**RECORD EXTRACTS**

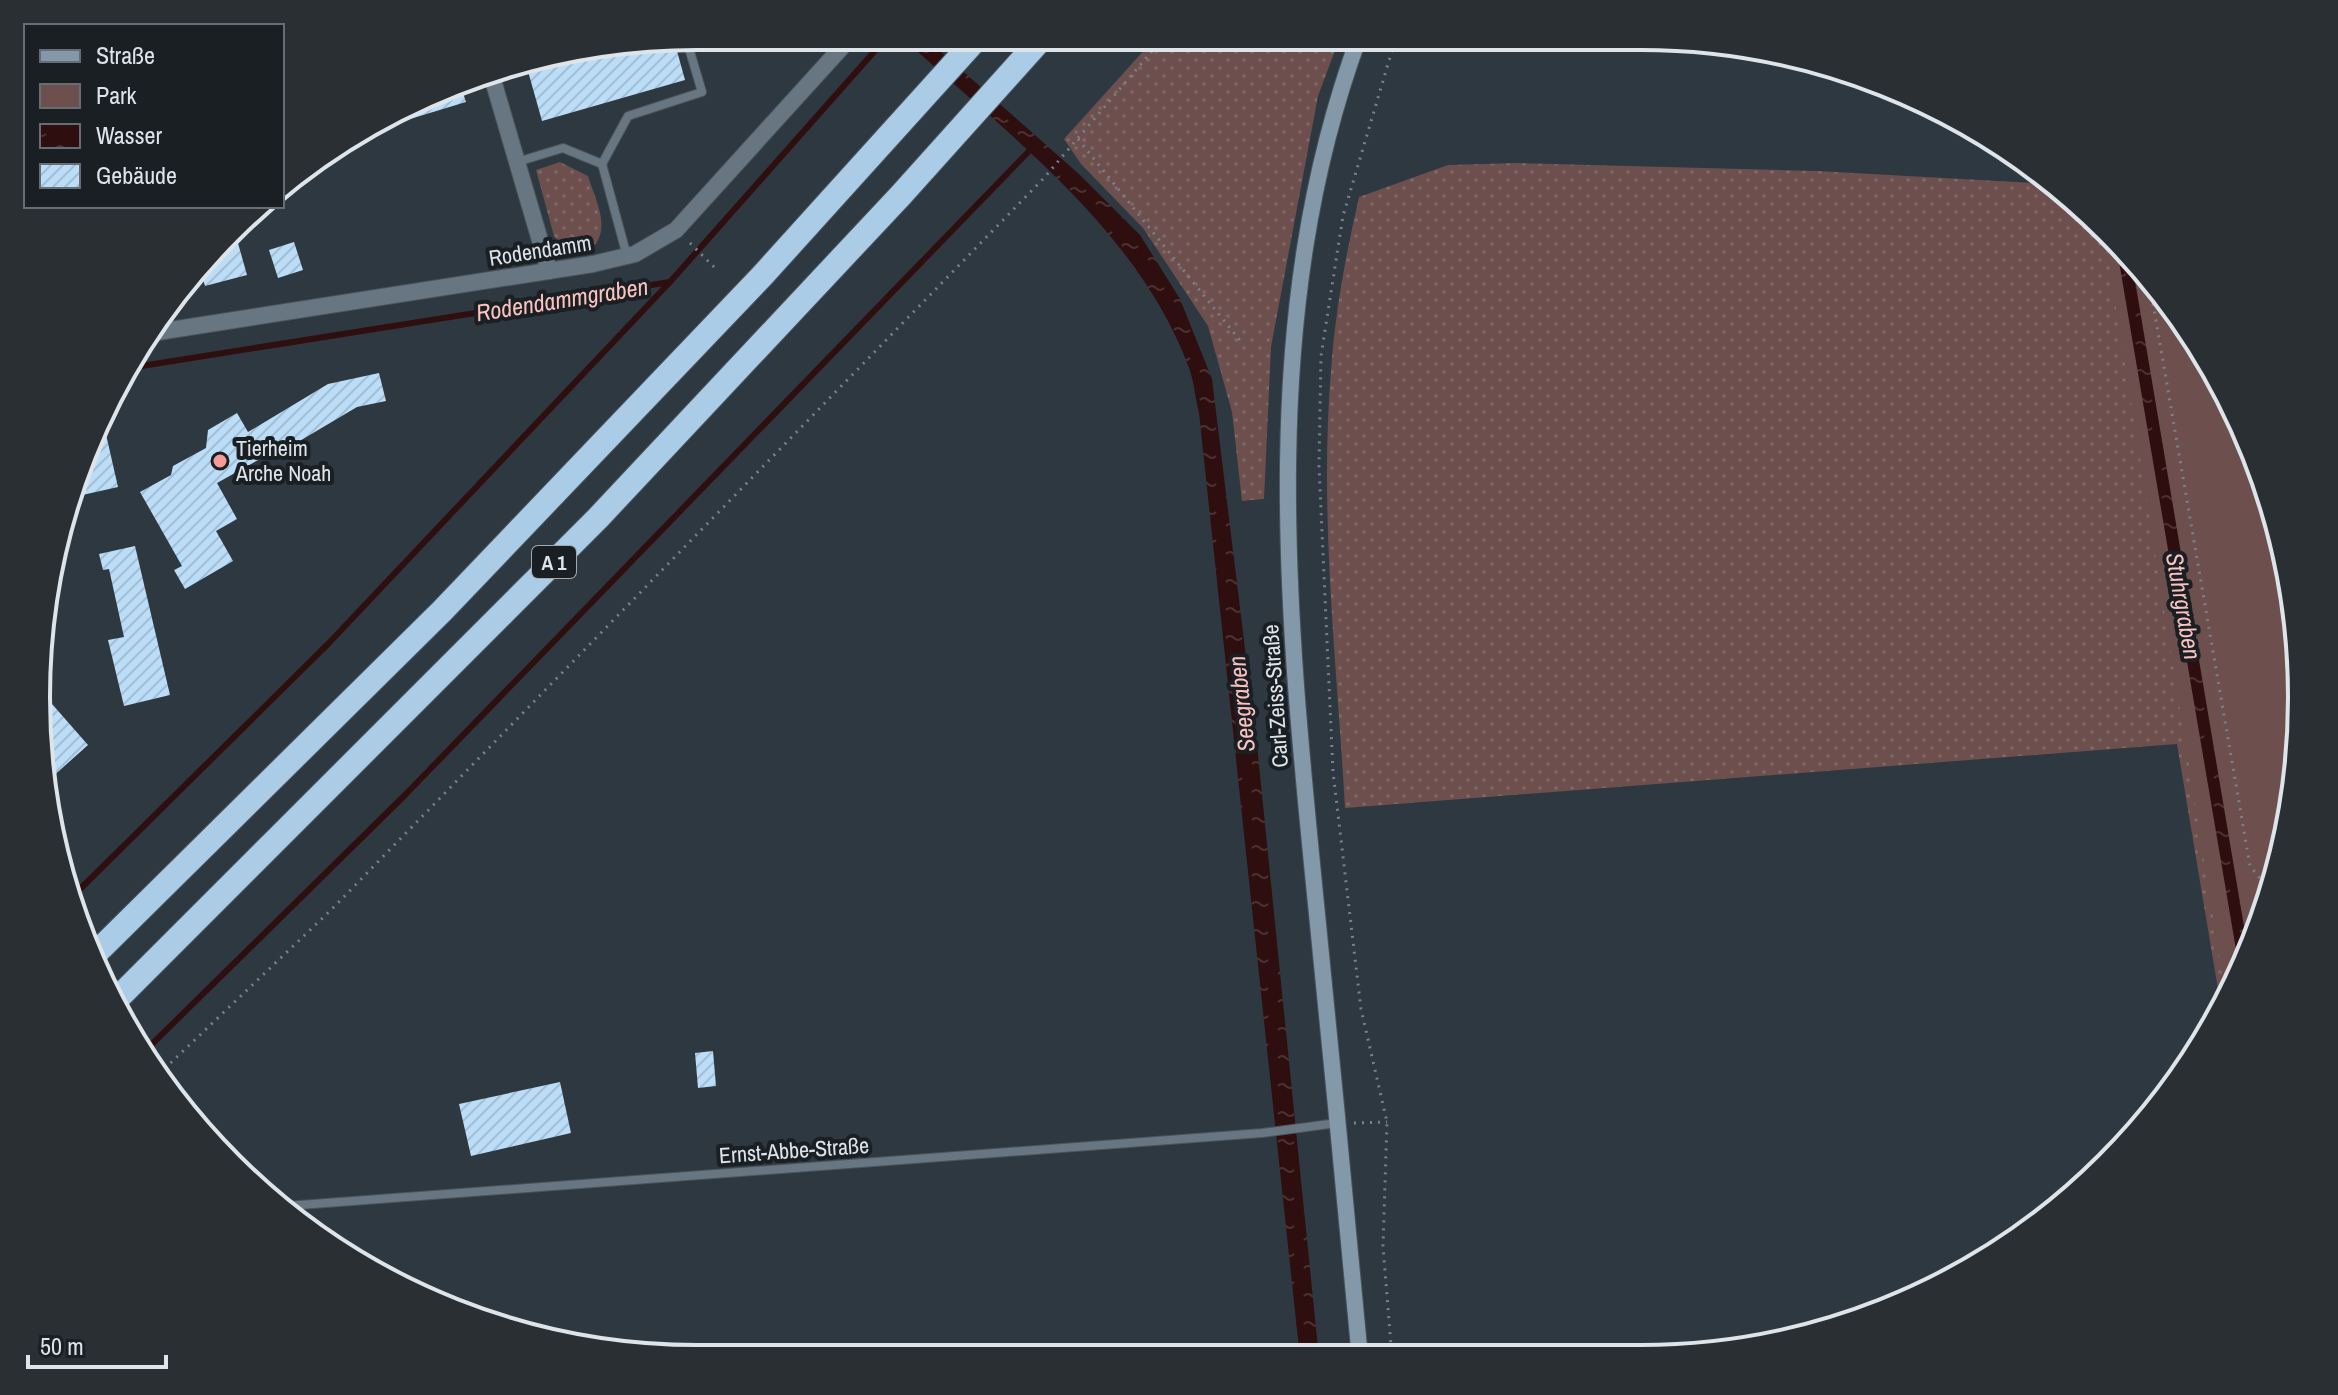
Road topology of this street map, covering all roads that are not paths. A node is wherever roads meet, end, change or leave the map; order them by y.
1 (690, 50) edge
2 (839, 50) edge
3 (967, 50) edge
4 (1031, 50) edge
5 (1355, 50) edge
6 (494, 83) edge
7 (517, 162) junction
8 (602, 164) junction
9 (627, 256) junction
10 (549, 271) junction
11 (164, 331) edge
12 (101, 948) edge
13 (122, 994) edge
14 (1337, 1123) junction
15 (296, 1205) edge
16 (1359, 1345) edge

1 - 8 lane
2 - 9 street, Rodendamm
3 - 12 highway, A 1
4 - 13 highway, A 1
5 - 14 main road, Carl-Zeiss-Straße
6 - 7 street
7 - 8 lane
7 - 10 street
8 - 9 lane
9 - 10 street, Rodendamm
10 - 11 street, Rodendamm
14 - 15 lane, Ernst-Abbe-Straße
14 - 16 main road, Carl-Zeiss-Straße

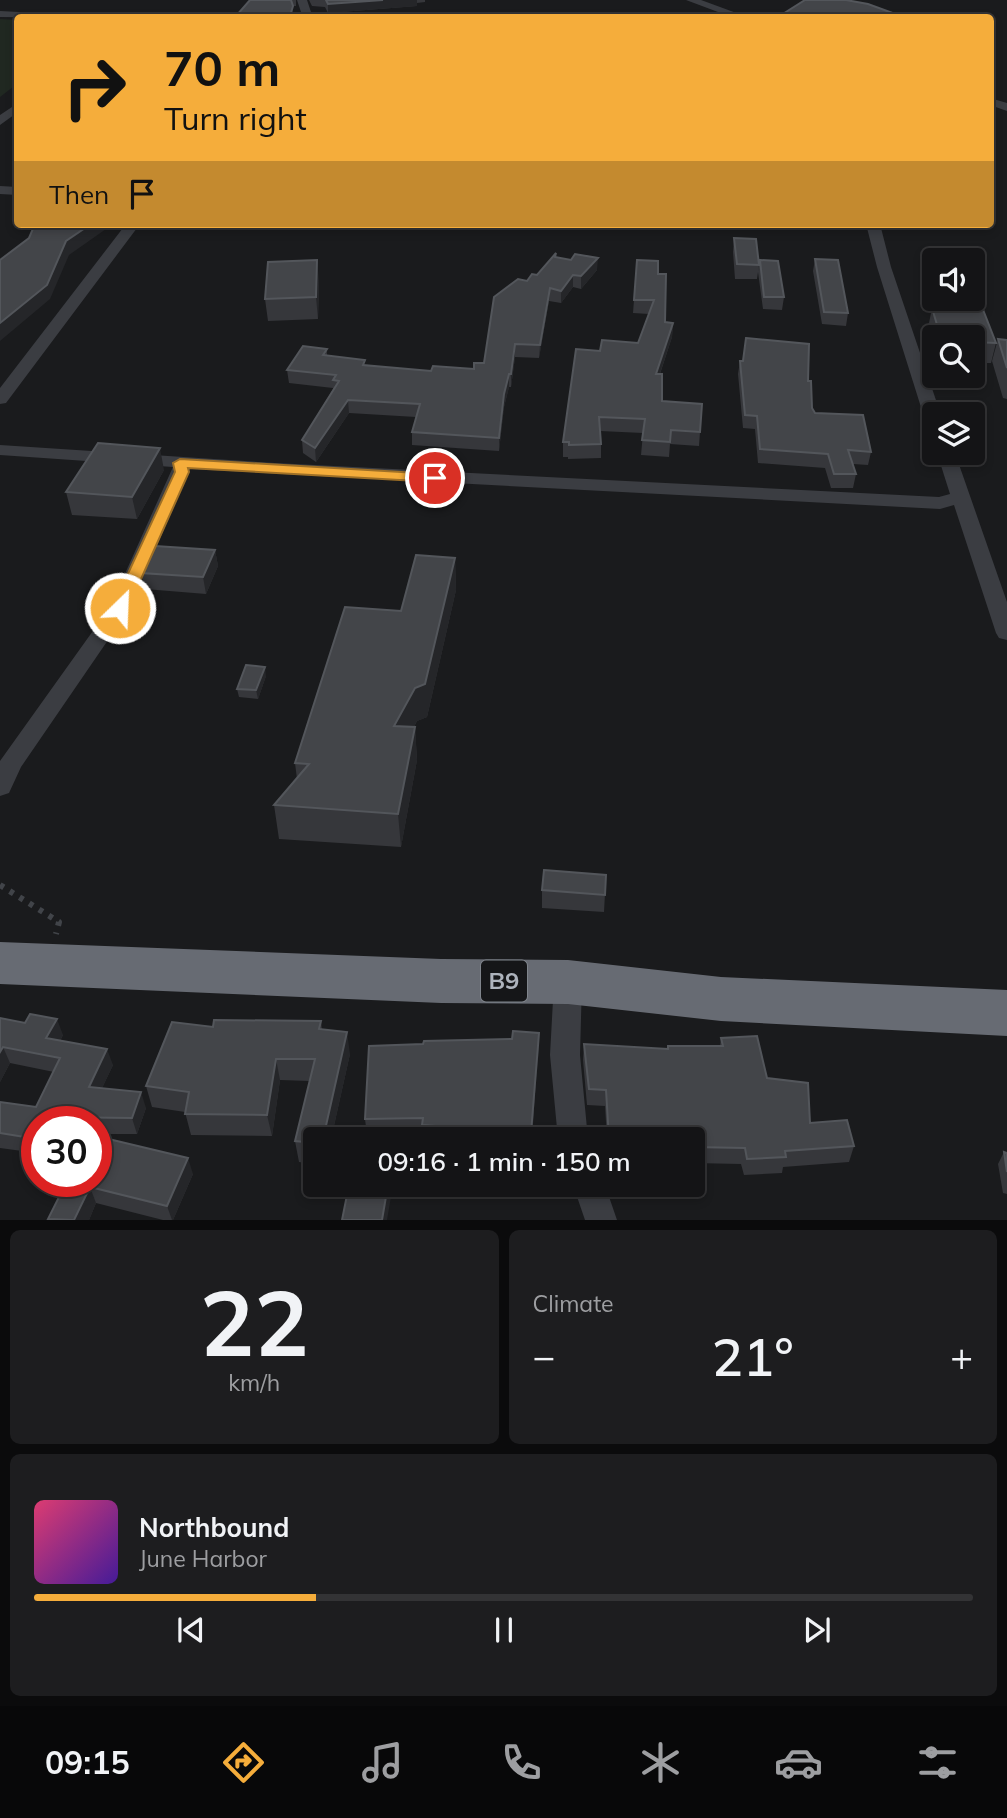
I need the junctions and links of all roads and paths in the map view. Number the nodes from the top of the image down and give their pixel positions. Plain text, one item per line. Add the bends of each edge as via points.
1 (691, 0) edge
2 (734, 14) edge
3 (14, 109) edge
4 (0, 121) edge
5 (131, 228) edge
6 (874, 228) edge
7 (0, 399) edge
8 (928, 402) edge
9 (0, 450) edge
10 (180, 463) junction
11 (950, 465) edge
12 (961, 496) junction
13 (1007, 633) edge
14 (0, 787) edge
15 (0, 885) edge
16 (0, 963) edge
17 (49, 966) junction
18 (568, 982) junction
19 (1007, 1013) edge
20 (572, 1127) edge
21 (593, 1197) edge
22 (601, 1220) edge

1 - 2 street
3 - 4 street
5 - 7 street
6 - 8 street
9 - 10 street via 119,455
10 - 12 street via 940,503
10 - 14 street via 182,472 120,608 10,764
11 - 12 street
12 - 13 street
15 - 17 path via 59,922
16 - 17 highway, B9
17 - 18 highway, B9
18 - 19 highway, B9 via 722,999
18 - 20 street via 565,1055
21 - 22 street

**YOUR INSTRUCTIONS**
Retype, without changes, the lines from the line holding "I need the junctions" to the end of the data, both ends included.

**YOUR RESPONSE**
I need the junctions and links of all roads and paths in the map view. Number the nodes from the top of the image down and give their pixel positions. Plain text, one item per line. Add the bends of each edge as via points.
1 (691, 0) edge
2 (734, 14) edge
3 (14, 109) edge
4 (0, 121) edge
5 (131, 228) edge
6 (874, 228) edge
7 (0, 399) edge
8 (928, 402) edge
9 (0, 450) edge
10 (180, 463) junction
11 (950, 465) edge
12 (961, 496) junction
13 (1007, 633) edge
14 (0, 787) edge
15 (0, 885) edge
16 (0, 963) edge
17 (49, 966) junction
18 (568, 982) junction
19 (1007, 1013) edge
20 (572, 1127) edge
21 (593, 1197) edge
22 (601, 1220) edge

1 - 2 street
3 - 4 street
5 - 7 street
6 - 8 street
9 - 10 street via 119,455
10 - 12 street via 940,503
10 - 14 street via 182,472 120,608 10,764
11 - 12 street
12 - 13 street
15 - 17 path via 59,922
16 - 17 highway, B9
17 - 18 highway, B9
18 - 19 highway, B9 via 722,999
18 - 20 street via 565,1055
21 - 22 street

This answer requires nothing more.